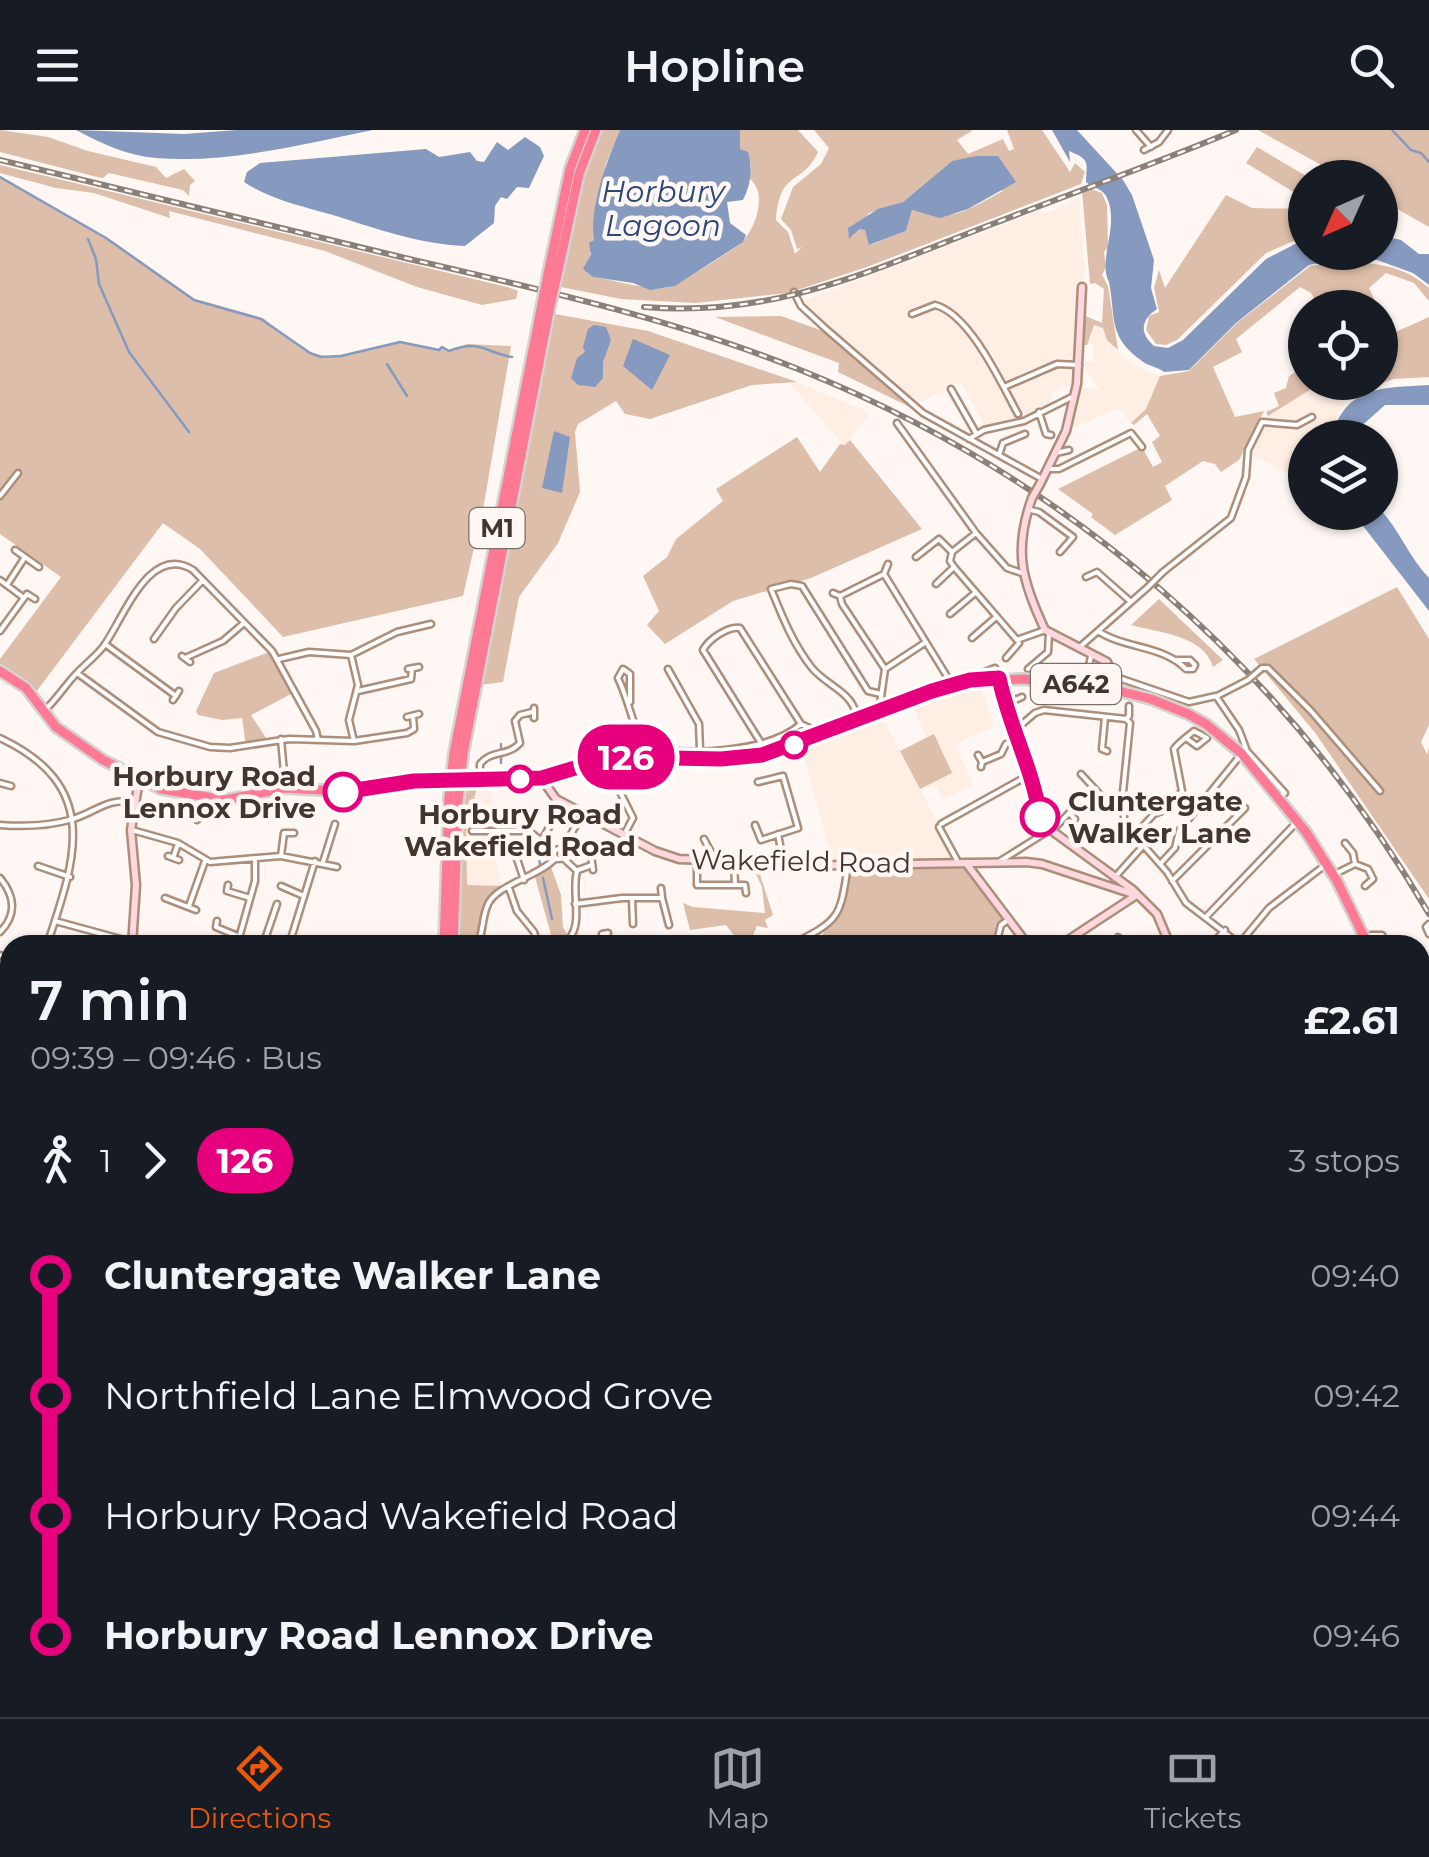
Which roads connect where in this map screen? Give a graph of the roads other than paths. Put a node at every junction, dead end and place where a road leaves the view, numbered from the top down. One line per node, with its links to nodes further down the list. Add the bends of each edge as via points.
1 (585, 130): 7 (highway, M1, via 570,169)
2 (596, 130): 7 (highway, M1)
3 (1136, 130): 5 (street)
4 (1168, 130): 5 (street)
5 (1151, 147): 6 (street)
6 (1144, 150)
7 (552, 274): 130 (highway, M1, bridge)
8 (1082, 287): 11 (street)
9 (794, 292): 22 (street, via 876,376)
10 (912, 314): 12 (street, via 940,305 980,344)
11 (1080, 366): 12 (street, via 1057,364); 14 (street)
12 (1004, 388): 16 (street)
13 (951, 389): 19 (street)
14 (1074, 396): 15 (street); 25 (street)
15 (1040, 412): 19 (street); 21 (street)
16 (1018, 414)
17 (1312, 417): 51 (street, bridge, via 1297,425 1262,422 1248,450 1232,518)
18 (897, 422): 32 (street)
19 (976, 434): 22 (street)
20 (1025, 434): 26 (street, via 1003,443)
21 (1051, 435)
22 (969, 439): 26 (street)
23 (1142, 447): 27 (street, via 1131,433 1059,469)
24 (1069, 450): 25 (street)
25 (1056, 454): 27 (street)
26 (999, 455): 29 (street)
27 (1048, 468): 29 (street)
28 (18, 472): 30 (street)
29 (1041, 481): 31 (street, bridge)
30 (0, 496)
31 (1028, 509): 35 (street, via 1072,537); 41 (street)
32 (976, 533): 34 (street); 41 (street, via 1007,568)
33 (15, 550): 36 (street)
34 (952, 552): 37 (street, via 939,539); 40 (street)
35 (1060, 552)
36 (25, 557): 39 (street); 47 (street)
37 (916, 557)
38 (888, 564): 42 (street)
39 (39, 567)
40 (954, 567): 46 (street); 48 (street)
41 (1022, 573): 60 (street)
42 (884, 574): 64 (street); 76 (street, via 837,595)
43 (1086, 577): 51 (street, via 1096,572)
44 (0, 580): 47 (street)
45 (203, 580): 54 (street); 59 (street); 65 (street, via 184,564 160,567)
46 (936, 584)
47 (7, 585): 49 (street)
48 (976, 592): 52 (street); 53 (street)
49 (24, 598): 50 (street); 57 (street)
50 (35, 599)
51 (1131, 602): 58 (street)
52 (950, 614)
53 (996, 617): 62 (street); 63 (street)
54 (245, 623): 70 (street); 71 (street)
55 (429, 626): 68 (street, via 397,632)
56 (152, 628): 59 (street)
57 (0, 631)
58 (1098, 631): 66 (street); 72 (street)
59 (159, 632): 61 (street)
60 (1047, 632): 63 (street); 66 (street); 75 (street, via 1048,652)
61 (154, 638)
62 (972, 638)
63 (1019, 641): 69 (street)
64 (926, 642): 76 (street); 82 (street)
65 (105, 644): 79 (street); 87 (street)
66 (1082, 646): 67 (street)
67 (1092, 652): 78 (street); 80 (street, via 1107,662)
68 (350, 655): 71 (street, via 309,652); 85 (street)
69 (1006, 658)
70 (185, 659)
71 (278, 659): 105 (street)
72 (1177, 660)
73 (419, 667): 85 (street, via 410,669 408,680)
74 (668, 668): 112 (street, via 699,724)
75 (1028, 669)
76 (885, 670): 86 (street)
77 (0, 671): 94 (highway, A642, via 26,688)
78 (1088, 671)
79 (77, 673): 94 (street); 104 (street, via 168,737 230,748)
80 (1110, 675): 84 (street); 88 (street, via 1190,702)
81 (975, 676): 83 (street, via 994,668)
82 (948, 678)
83 (999, 678): 84 (highway, A642); 91 (street); 93 (highway, A642)
84 (1107, 688): 113 (highway, A642, via 1188,714)
85 (358, 692): 106 (street, via 349,720)
86 (880, 694): 93 (street); 96 (street, via 868,691 802,586 771,589 809,664 850,698)
87 (176, 696)
88 (1216, 696): 127 (street, bridge, via 1268,668); 129 (street, via 1248,751 1285,793)
89 (1022, 697): 91 (street)
90 (630, 702): 90 (street, via 618,678 624,669 630,674); 112 (street, via 643,746)
91 (1005, 704): 101 (street)
92 (1129, 706): 99 (street)
93 (880, 707): 96 (street); 112 (highway, A642, via 762,755 721,759)
94 (43, 712): 122 (highway, A642, via 61,731)
95 (534, 713): 108 (street, via 516,721)
96 (856, 713): 100 (street, via 814,730)
97 (413, 716): 106 (street, via 410,732)
98 (1105, 717): 99 (street); 101 (street, via 1044,710); 111 (street)
99 (1126, 719): 132 (street)
100 (801, 724): 110 (street); 110 (street, via 734,627 703,650)
101 (1013, 731): 107 (street)
102 (0, 738): 136 (street, via 46,768)
103 (1186, 738): 150 (street, via 1174,749 1182,790)
104 (281, 739): 105 (street); 126 (street)
105 (318, 740): 106 (street)
106 (354, 741)
107 (1016, 741): 114 (street, via 981,765); 117 (street)
108 (520, 743): 109 (street); 120 (street, via 488,755)
109 (528, 743)
110 (761, 743): 112 (street)
111 (1107, 751)
112 (694, 752): 115 (highway, A642)
113 (1242, 754): 129 (highway, A642); 170 (street, via 1177,832 1175,848)
114 (978, 756)
115 (604, 760): 119 (highway, A642); 146 (street, via 633,818)
116 (1014, 768): 121 (street)
117 (1029, 774): 121 (street); 144 (street, via 1040,818)
118 (1081, 774): 132 (street, via 1106,801)
119 (542, 778): 120 (highway, A642); 135 (street, Wakefield Road, via 556,799)
120 (480, 779): 126 (highway, A642, via 357,792)
121 (1021, 779): 167 (street, via 941,826)
122 (139, 780): 128 (highway, A642); 131 (street)
123 (758, 782): 149 (street, via 783,776 798,828)
124 (0, 783): 125 (street)
125 (11, 786)
126 (285, 788): 128 (highway, A642, via 235,800)
127 (1380, 790)
128 (200, 798): 134 (street)
129 (1280, 798): 138 (highway, A642)
130 (454, 799): 222 (highway, M1); 223 (highway, M1)
131 (134, 802): 136 (street, via 113,800); 143 (street)
132 (1123, 802): 150 (street)
133 (1242, 809): 147 (street)
134 (198, 813)
135 (583, 813): 158 (street); 165 (street, Wakefield Road, via 664,855)
136 (72, 819): 140 (street); 181 (street)
137 (1076, 819): 144 (street, via 1070,811)
138 (1299, 820): 171 (highway, A642); 204 (street)
139 (552, 822): 152 (street)
140 (0, 826)
141 (332, 827): 169 (street)
142 (757, 828): 149 (street, via 761,840)
143 (130, 830): 154 (street); 217 (street)
144 (1051, 830): 168 (street); 180 (street)
145 (472, 831): 152 (street, via 524,830)
146 (626, 831)
147 (1222, 831): 153 (street); 184 (street)
148 (294, 833): 159 (street, via 284,834)
149 (778, 834): 175 (street)
150 (1134, 836): 156 (street)
151 (704, 839): 165 (street)
152 (542, 840): 158 (street)
153 (1230, 840)
154 (178, 843): 161 (street); 163 (street)
155 (1345, 844): 172 (street)
156 (1142, 846): 170 (street); 180 (street)
157 (515, 854): 183 (street)
158 (557, 855): 178 (street); 183 (street)
159 (280, 856): 162 (street); 164 (street)
160 (591, 856): 178 (street, via 592,868)
161 (173, 858)
162 (254, 858): 163 (street); 197 (street)
163 (204, 861): 202 (street)
164 (315, 861): 169 (street); 195 (street)
165 (723, 861): 166 (street, Wakefield Road)
166 (734, 861): 175 (street, Wakefield Road); 187 (street)
167 (962, 862): 168 (street, Wakefield Road); 173 (street, Wakefield Road); 206 (street)
168 (997, 862): 194 (street, Wakefield Road, via 1042,864)
169 (323, 863): 176 (street)
170 (1160, 864): 184 (street)
171 (1327, 864): 179 (highway, A642); 235 (street, via 1269,908)
172 (1355, 864): 179 (street); 190 (street, via 1373,878)
173 (848, 865): 175 (street, Wakefield Road); 228 (street, via 834,920)
174 (38, 866): 181 (street)
175 (784, 866)
176 (337, 867)
177 (697, 868): 187 (street, via 697,885)
178 (577, 871): 201 (street)
179 (1333, 874): 236 (highway, A642)
180 (1116, 876): 194 (street)
181 (70, 877): 207 (street)
182 (0, 878): 212 (street, via 12,908)
183 (524, 880): 189 (street)
184 (1172, 881): 204 (street)
185 (292, 882): 192 (street)
186 (228, 885): 197 (street, via 226,892)
187 (735, 885): 193 (street, via 746,885)
188 (281, 886): 192 (street)
189 (509, 886): 224 (street, via 488,905); 225 (street)
190 (1365, 886)
191 (661, 888): 199 (street)
192 (289, 890): 195 (street)
193 (746, 893)
194 (1136, 895): 231 (street); 232 (street, via 1157,914)
195 (304, 896): 221 (street)
196 (165, 898): 202 (street)
197 (250, 898): 219 (street)
198 (632, 898): 199 (street); 201 (street); 209 (street)
199 (662, 898): 205 (street, via 668,922)
200 (277, 904): 220 (street)
201 (575, 904): 226 (street)
202 (188, 906): 203 (street)
203 (196, 910)
204 (1206, 917): 211 (street)
205 (676, 918)
206 (1008, 920): 229 (street); 230 (street)
207 (55, 921): 215 (street); 216 (street)
208 (217, 922): 218 (street)
209 (633, 924)
210 (1428, 924): 214 (street)
211 (1225, 930): 233 (street); 234 (street)
212 (0, 932)
213 (608, 933): 227 (street)
214 (1429, 934)
215 (50, 935)
216 (102, 935)
217 (133, 935)
218 (233, 935)
219 (240, 935)
220 (265, 935)
221 (292, 935)
222 (445, 935)
223 (452, 935)
224 (480, 935)
225 (535, 935)
226 (572, 935)
227 (602, 935)
228 (808, 935)
229 (998, 935)
230 (1020, 935)
231 (1076, 935)
232 (1166, 935)
233 (1220, 935)
234 (1231, 935)
235 (1248, 935)
236 (1363, 935)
·····
→ What is needed
Bring together all lines from the listing that contain the word "bridge".

→ Exercise response
7 (552, 274): 130 (highway, M1, bridge)
17 (1312, 417): 51 (street, bridge, via 1297,425 1262,422 1248,450 1232,518)
29 (1041, 481): 31 (street, bridge)
88 (1216, 696): 127 (street, bridge, via 1268,668); 129 (street, via 1248,751 1285,793)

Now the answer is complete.